I’ve only been here about 30 percent of that time, but it’s been real. I tell people all the time, I would not have chosen to be born at any other time or in any other place. I consider myself blessed to have been born and raised in a city so richly endowed with spirit, character plus the most brilliantly creative, talented and genuine people on the planet.

So I’ll say it…I love you Memphis. But like some kinfolks, you’ve been hard to love sometimes. You’re my home. But you’ve also been the home of evildoers and the site of evil deeds perpetrated on African-American people for generations.

Slavery and bondage are evil. Lynchings and murder are evil. Segregation, discrimination and deprivation are evil. But you’re blessed Memphis, because only a powerful God can snatch good and righteousness out of the jaws of evil and wrongness. And that’s the way it’s been.

From the evil of the infamous Memphis massacre in 1866 that left black men, women and children senselessly mutilated and murdered, came the good of a courageous spirit, fearlessness and resolve still embedded and imbued in Black Memphians.

When the yellow fever epidemic hit in 1873, 70 percent of the white population that contracted the fever died versus only seven percent of the black population that died. Black folks saved you, put you back together, helped heal your citizens and rebuilt you as a city. I believe that’s where our collective grit, grind and never say die attitude truly began.

But once your survival was imminent, for the next 90 years, you showed your “appreciation” with revved up racism, Jim Crow and horrendously hateful and inhumane actions.

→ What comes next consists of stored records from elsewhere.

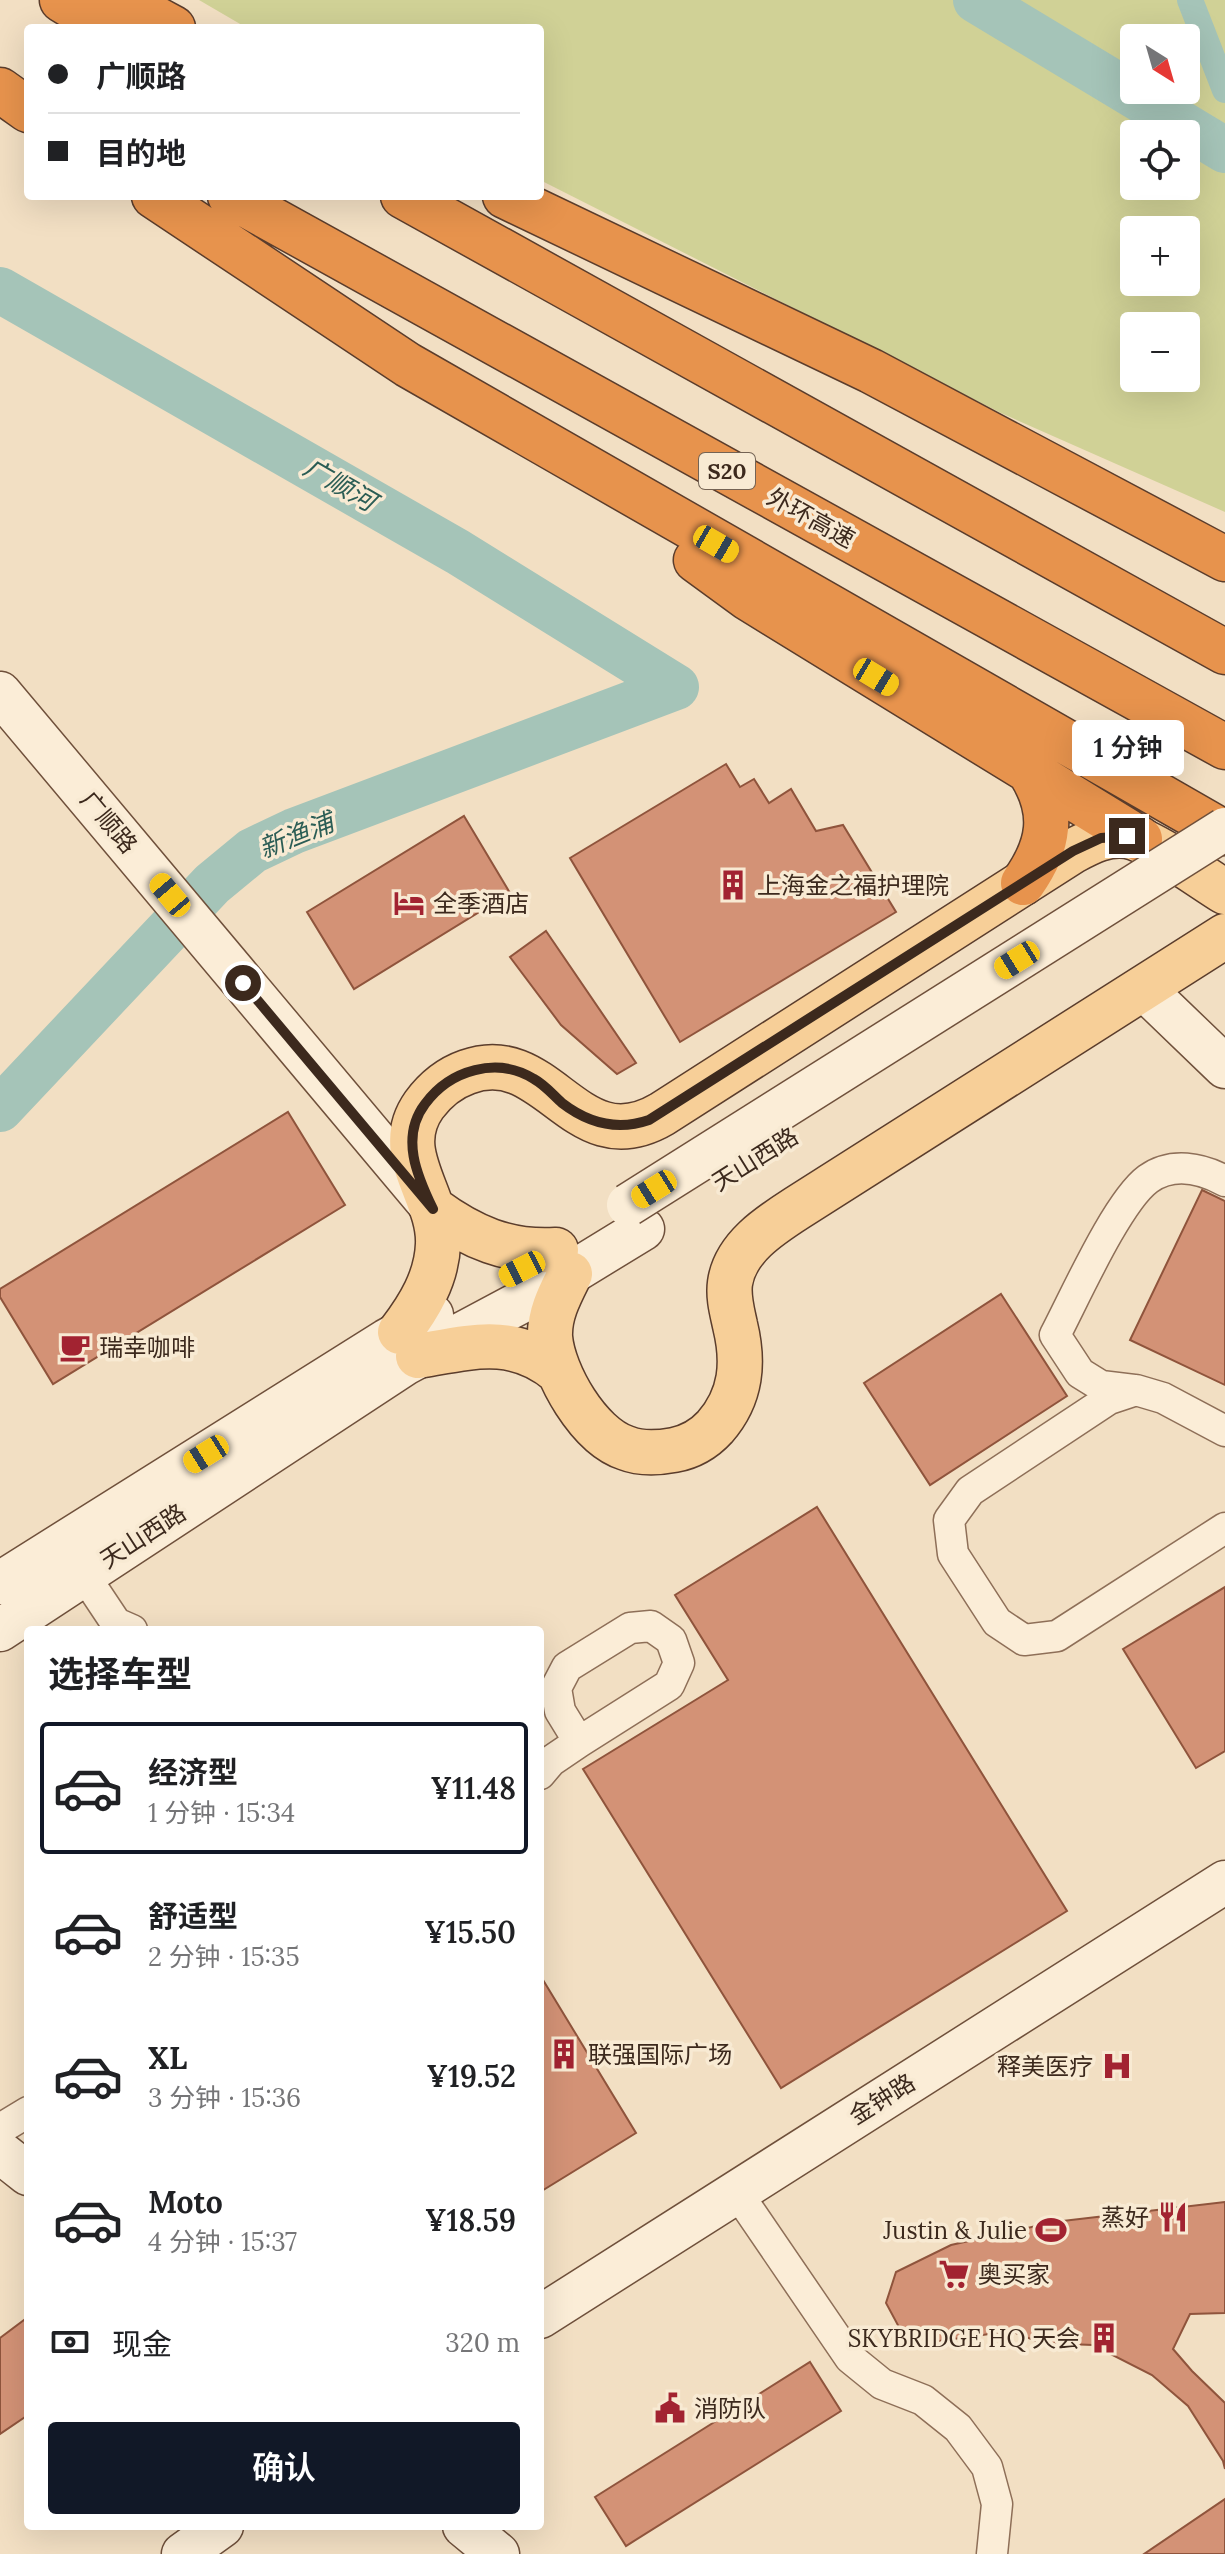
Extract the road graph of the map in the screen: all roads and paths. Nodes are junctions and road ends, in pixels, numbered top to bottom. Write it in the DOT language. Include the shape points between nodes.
graph roads {
  1 [pos="62,0"];
  2 [pos="121,0"];
  3 [pos="101,24"];
  4 [pos="166,24"];
  5 [pos="0,61"];
  6 [pos="24,76"];
  7 [pos="0,90"];
  8 [pos="24,107"];
  9 [pos="160,200"];
  10 [pos="237,200"];
  11 [pos="410,200"];
  12 [pos="513,200"];
  13 [pos="582,468"];
  14 [pos="1078,480"];
  15 [pos="1225,538"];
  16 [pos="1225,559"];
  17 [pos="1225,652"];
  18 [pos="0,693"];
  19 [pos="1225,747"];
  20 [pos="1030,772"];
  21 [pos="1225,831"];
  22 [pos="1140,839"];
  23 [pos="1225,864"];
  24 [pos="1023,883"];
  25 [pos="1225,892"];
  26 [pos="1224,936"];
  27 [pos="1143,988"];
  28 [pos="1225,1067"];
  29 [pos="1225,1181"];
  30 [pos="433,1209"];
  31 [pos="636,1217"];
  32 [pos="563,1262"];
  33 [pos="409,1344"];
  34 [pos="559,1372"];
  35 [pos="1136,1390"];
  36 [pos="1225,1431"];
  37 [pos="1225,1528"];
  38 [pos="84,1575"];
  39 [pos="0,1583"];
  40 [pos="120,1626"];
  41 [pos="0,1630"];
  42 [pos="579,1742"];
  43 [pos="544,1769"];
  44 [pos="1225,1882"];
  45 [pos="24,2114"];
  46 [pos="0,2129"];
  47 [pos="0,2152"];
  48 [pos="24,2171"];
  49 [pos="736,2191"];
  50 [pos="544,2314"];
  51 [pos="216,2530"];
  52 [pos="469,2530"];
  53 [pos="183,2554"];
  54 [pos="498,2554"];
  55 [pos="992,2554"];
  1 -- 3 [label="highway"];
  2 -- 4 [label="highway"];
  5 -- 6 [label="highway"];
  7 -- 8 [label="highway"];
  9 -- 13 [label="highway" via="408,365"];
  10 -- 19 [label="highway, 外环高速 / S20"];
  11 -- 17 [label="highway"];
  12 -- 14 [label="highway" via="871,371"];
  13 -- 20 [label="highway" via="748,598"];
  13 -- 21 [label="highway"];
  14 -- 15 [label="highway"];
  14 -- 16 [label="highway"];
  18 -- 30 [label="main road, 广顺路"];
  20 -- 22 [label="highway"];
  20 -- 24 [label="highway" via="1045,802 1047,828 1039,858"];
  21 -- 31 [label="main road, 天山西路, bridge"];
  22 -- 24 [label="main road" via="1101,838"];
  22 -- 25 [label="main road"];
  23 -- 31 [label="main road, 天山西路"];
  24 -- 30 [label="main road" via="643,1122 620,1126 588,1119 537,1080 511,1069 477,1069 448,1082 421,1109 412,1132 417,1172"];
  26 -- 27 [label="main road"];
  27 -- 28 [label="main road"];
  27 -- 34 [label="main road" via="759,1235 742,1255 730,1283 741,1349 738,1385 722,1418 705,1437 662,1452 623,1447 591,1421"];
  29 -- 35 [label="street" via="1181,1167 1149,1179 1125,1205 1055,1335 1080,1373 1101,1386"];
  30 -- 32 [label="main road" via="487,1241"];
  30 -- 33 [label="main road" via="439,1243"];
  31 -- 32 [label="main road, 天山西路"];
  32 -- 33 [label="main road, 天山西路"];
  32 -- 34 [label="main road" via="551,1324"];
  33 -- 34 [label="main road" via="508,1346 535,1354"];
  33 -- 38 [label="main road, 天山西路"];
  33 -- 39 [label="main road, 天山西路"];
  35 -- 36 [label="street" via="1163,1398"];
  35 -- 37 [label="street" via="1109,1399 970,1491 949,1520 953,1554 997,1622 1024,1640 1057,1636"];
  38 -- 40 [label="street"];
  38 -- 41 [label="main road, 天山西路"];
  42 -- 43 [label="street"];
  44 -- 49 [label="main road, 金钟路"];
  45 -- 46 [label="street"];
  47 -- 48 [label="main road"];
  49 -- 50 [label="main road, 金钟路"];
  49 -- 55 [label="street" via="850,2358 882,2384 923,2400 958,2428 987,2467 997,2504"];
  51 -- 53 [label="main road"];
  52 -- 54 [label="main road"];
}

And you still miss the essence of who you really are, even today. Like the Mighty Mississippi is a confluence of rivers, we’re a confluence of cultures…black, white and brown, haves & have nots, city & country, religious & secular. It permeates everything we’re known for…food, music, art and history. And like all the rivers in that river, we can’t be separated. Our best look has always been together. Too bad we rarely see it other than at sports or music events.

You are the birthplace of athletes, entertainers, entrepreneurs, every day people and ideas that have rocked the world. You have irrepressible swag, legendary status and cool cache like nowhere else on Earth. Yet you’ve got really low self esteem and a pervasive inferiority complex.

Look MEM, this is a one love thing. No matter what colors, we are historically, culturally and socially conjoined like Siamese twins. But we’ve got to do better realizing, accepting and appreciating our dichotomy.

It’s like the way I feel about you. I despise you when you’re guilty, but I love you because you’re my home.

With sincerity and respect,

Howard

(Howard Robertson is a husband, father, entrepreneur, marketer and communicator. He is a child of the 60’s in his 60’s and an unabashedly proud native son of Memphis.)